Importing XML Files
Deephaven provides tools for inferring a table schema from sample data and importing XML files. Because XML can represent nested/hierarchical data in many different ways, mapping to Deephaven tables is more complex that for a simple format like CSV. The XML importer described here can handle a few common variations - extraction of value from either attributes or element text, and different levels of nesting, but some XML formats may require a custom importer.
Quickstart
The following is an example of how to generate a schema from an XML data file, deploy it, and import a file from the command line.

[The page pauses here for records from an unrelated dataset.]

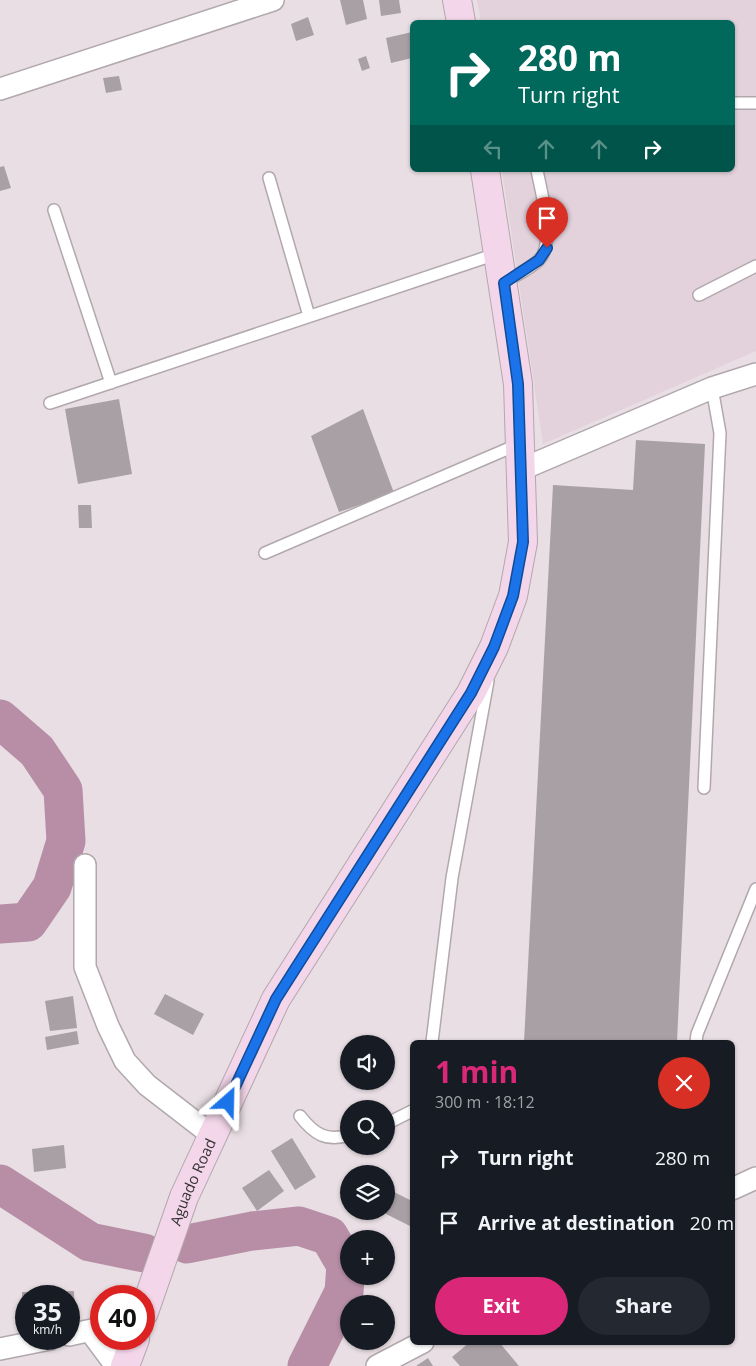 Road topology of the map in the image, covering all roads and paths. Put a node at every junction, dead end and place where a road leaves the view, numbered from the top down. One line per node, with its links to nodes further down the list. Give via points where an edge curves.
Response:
1 (273, 0): 4 (street)
2 (457, 0): 3 (street)
3 (461, 20)
4 (0, 90)
5 (735, 102): 6 (lane)
6 (756, 103)
7 (485, 172): 11 (street, Aguado Road)
8 (537, 172): 13 (lane, via 547,248 539,260)
9 (269, 178): 15 (lane)
10 (54, 210): 17 (lane)
11 (499, 252): 13 (street, Aguado Road); 15 (lane)
12 (756, 266): 14 (lane)
13 (504, 283): 20 (street, Aguado Road, via 518,384)
14 (699, 295)
15 (309, 316): 17 (lane)
16 (756, 374): 18 (street)
17 (110, 383): 19 (lane)
18 (712, 388): 20 (street); 23 (lane, via 720,433)
19 (50, 403)
20 (520, 456): 21 (lane); 22 (street, Aguado Road, via 523,542 513,596)
21 (265, 553)
22 (494, 647): 26 (lane, via 452,878); 31 (street, Aguado Road, via 471,693 276,999)
23 (704, 788)
24 (85, 865): 31 (street, via 86,968 108,1026 125,1061 147,1085)
25 (756, 889): 27 (lane)
26 (432, 1040)
27 (696, 1040)
28 (410, 1112): 30 (lane)
29 (300, 1116): 32 (lane, via 312,1131 334,1139)
30 (395, 1120)
31 (213, 1136): 35 (street, Aguado Road, via 184,1197)
32 (340, 1137)
33 (756, 1178): 34 (street)
34 (735, 1188)
35 (153, 1285)
36 (417, 1345): 43 (street)
37 (15, 1346): 38 (street)
38 (0, 1349)
39 (107, 1350): 41 (street)
40 (131, 1350): 42 (street)
41 (116, 1366)
42 (125, 1366)
43 (377, 1366) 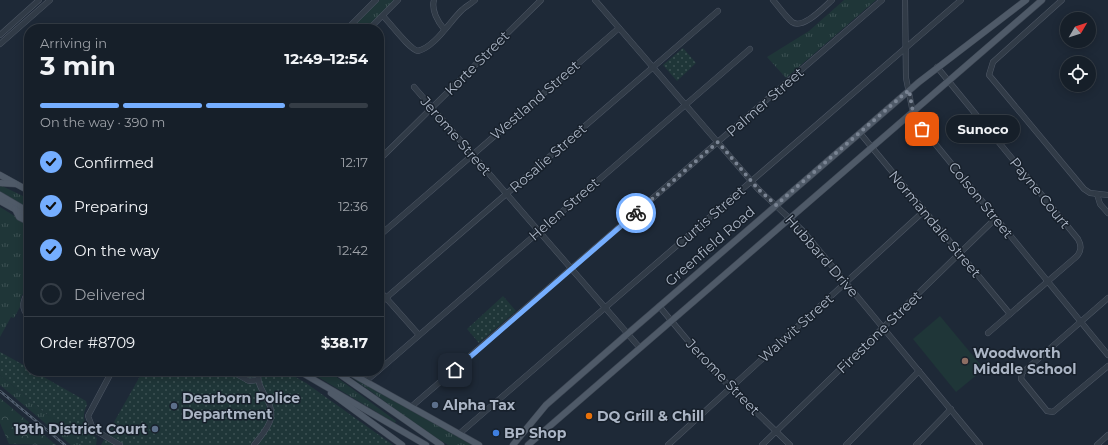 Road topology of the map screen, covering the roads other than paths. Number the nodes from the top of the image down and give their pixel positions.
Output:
1 (39, 0) edge
2 (50, 0) edge
3 (376, 0) edge
4 (398, 0) edge
5 (434, 0) edge
6 (474, 0) edge
7 (541, 0) edge
8 (595, 0) edge
9 (773, 0) edge
10 (832, 0) edge
11 (882, 0) edge
12 (905, 0) edge
13 (961, 0) edge
14 (1026, 0) edge
15 (1042, 0) edge
16 (1062, 0) edge
17 (718, 11) dead end
18 (383, 16) junction
19 (352, 24) edge
20 (374, 24) edge
21 (619, 28) junction
22 (444, 29) junction
23 (0, 35) edge
24 (0, 44) edge
25 (906, 48) junction
26 (750, 49) dead end
27 (654, 67) junction
28 (937, 67) junction
29 (948, 81) junction
30 (414, 87) dead end
31 (909, 90) junction
32 (685, 105) junction
33 (432, 107) junction
34 (912, 113) junction
35 (860, 133) junction
36 (718, 142) junction
37 (872, 148) junction
38 (473, 154) junction
39 (384, 155) edge
40 (0, 175) edge
41 (752, 181) junction
42 (0, 184) edge
43 (19, 186) junction
44 (24, 186) edge
45 (24, 188) edge
46 (507, 194) junction
47 (1098, 194) junction
48 (0, 195) edge
49 (1108, 195) edge
50 (0, 200) edge
51 (776, 205) junction
52 (15, 209) junction
53 (24, 209) edge
54 (924, 211) junction
55 (1108, 213) edge
56 (24, 214) edge
57 (790, 218) junction
58 (996, 218) junction
59 (24, 220) edge
60 (539, 231) junction
61 (384, 232) edge
62 (960, 253) junction
63 (572, 269) junction
64 (1048, 281) junction
65 (846, 283) junction
66 (384, 296) edge
67 (386, 298) junction
68 (1108, 298) edge
69 (24, 300) edge
70 (659, 306) junction
71 (605, 308) junction
72 (24, 310) edge
73 (1010, 314) junction
74 (672, 321) junction
75 (1081, 322) junction
76 (883, 328) junction
77 (627, 333) junction
78 (988, 333) dead end
79 (419, 336) junction
80 (640, 348) junction
81 (1108, 355) edge
82 (384, 365) edge
83 (1108, 366) edge
84 (919, 371) junction
85 (109, 376) edge
86 (240, 376) edge
87 (258, 376) edge
88 (307, 376) edge
89 (308, 376) edge
90 (342, 376) edge
91 (356, 376) edge
92 (371, 376) edge
93 (257, 380) junction
94 (366, 381) junction
95 (731, 387) junction
96 (411, 407) junction
97 (951, 409) junction
98 (523, 431) junction
99 (776, 431) junction
100 (459, 434) junction
101 (1108, 435) edge
102 (120, 445) edge
103 (254, 445) edge
104 (402, 445) edge
105 (426, 445) edge
106 (441, 445) edge
107 (479, 445) edge
108 (513, 445) edge
109 (529, 445) edge
110 (668, 445) edge
111 (762, 445) edge
112 (790, 445) edge
113 (846, 445) edge
114 (916, 445) edge
115 (980, 445) edge
116 (1097, 445) edge

1 - 23 street
2 - 24 street
3 - 19 street
4 - 18 street
5 - 22 street
6 - 22 street
7 - 33 street, Korte Street
8 - 21 street, Hubbard Drive
9 - 10 street
11 - 36 street, Palmer Street
12 - 25 street, Colson Street
13 - 25 street, Curtis Street
14 - 28 main road, Greenfield Road
15 - 29 main road
16 - 47 street
17 - 27 street, Rosalie Street
18 - 20 street
18 - 22 street
21 - 27 street, Hubbard Drive
21 - 38 street, Westland Street
25 - 31 street, Colson Street
25 - 41 street, Curtis Street
26 - 32 street, Helen Street
27 - 32 street, Hubbard Drive
27 - 46 street, Rosalie Street
28 - 29 street, Payne Court
28 - 31 main road, Greenfield Road
29 - 34 main road
29 - 64 street, Payne Court
30 - 33 street, Jerome Street
31 - 34 street, Colson Street
31 - 35 main road, Greenfield Road
32 - 36 street, Hubbard Drive
32 - 60 street, Helen Street
33 - 38 street, Jerome Street
33 - 39 street, Korte Street
34 - 37 main road
34 - 58 street, Colson Street
35 - 37 street, Normandale Street
35 - 51 main road, Greenfield Road
36 - 41 street, Hubbard Drive
36 - 63 street, Palmer Street
37 - 54 street, Normandale Street
37 - 57 main road
38 - 46 street, Jerome Street
38 - 61 street, Westland Street
40 - 43 main road
41 - 51 street, Hubbard Drive
41 - 71 street, Curtis Street
42 - 43 main road
43 - 44 main road
43 - 45 main road
46 - 60 street, Jerome Street
46 - 67 street, Rosalie Street
47 - 49 street
47 - 55 street
48 - 53 main road
50 - 52 main road
51 - 57 street, Hubbard Drive
51 - 70 main road, Greenfield Road
52 - 56 main road
52 - 59 main road
54 - 62 street, Normandale Street
54 - 65 street, Walwit Street
57 - 65 street, Hubbard Drive
57 - 74 main road
58 - 62 street, Firestone Street
58 - 64 street, Colson Street
60 - 63 street, Jerome Street
60 - 79 street, Helen Street
62 - 73 street, Normandale Street
62 - 76 street, Firestone Street
63 - 71 street, Jerome Street
63 - 96 street, Palmer Street
64 - 73 street
64 - 75 street, Colson Street
65 - 76 street, Hubbard Drive
65 - 95 street, Walwit Street
66 - 67 street
67 - 79 street
68 - 75 street
69 - 72 street
70 - 74 street, Jerome Street
70 - 77 main road, Greenfield Road
71 - 77 street, Jerome Street
71 - 100 street, Curtis Street
73 - 78 street
74 - 80 main road
74 - 95 street, Jerome Street
75 - 81 street, Colson Street
75 - 83 street
76 - 84 street, Hubbard Drive
76 - 99 street, Firestone Street
77 - 80 street, Jerome Street
77 - 98 main road, Greenfield Road
79 - 82 street, Helen Street
80 - 109 main road
84 - 97 street, Hubbard Drive
84 - 113 street
85 - 102 street
86 - 93 street
87 - 93 street
88 - 104 main road
89 - 105 main road
90 - 106 main road
91 - 94 main road
92 - 94 street, Helen Street
93 - 103 street
94 - 96 main road
95 - 99 street, Jerome Street
95 - 110 street, Walwit Street
96 - 100 main road
97 - 114 street
97 - 115 street, Hubbard Drive
98 - 108 main road, Greenfield Road
98 - 109 main road
99 - 111 street, Firestone Street
99 - 112 street, Jerome Street
100 - 107 main road
101 - 116 street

These commands assume a typical Deephaven installation and a sample file located at /data/sample.xml
.
<?xml version="1.0" encoding="UTF-8"?>
<Response>
<Record Name="PI" Value="3.14159"/>
<Record Name="e" Value="2.71828"/>
<Record Name="phi" Value="1.61803"/>
</Response>
Generate a schema from the sample XML data file above
iris_exec xml_schema_creator -- -ns XMLExampleNamespace -tn XMLExampleTableName -sf /data/sample.xml -xt Record -av
The schema file will be generated in the "XMLExampleNamespace" directory.
ls -l XMLExampleNamespace/*.schema
Deploy the schema
sudo -u irisadmin /usr/illumon/latest/bin/dhconfig schema import --file <fully qualified schema file name>
See Deploying schemas to Deephaven for further details.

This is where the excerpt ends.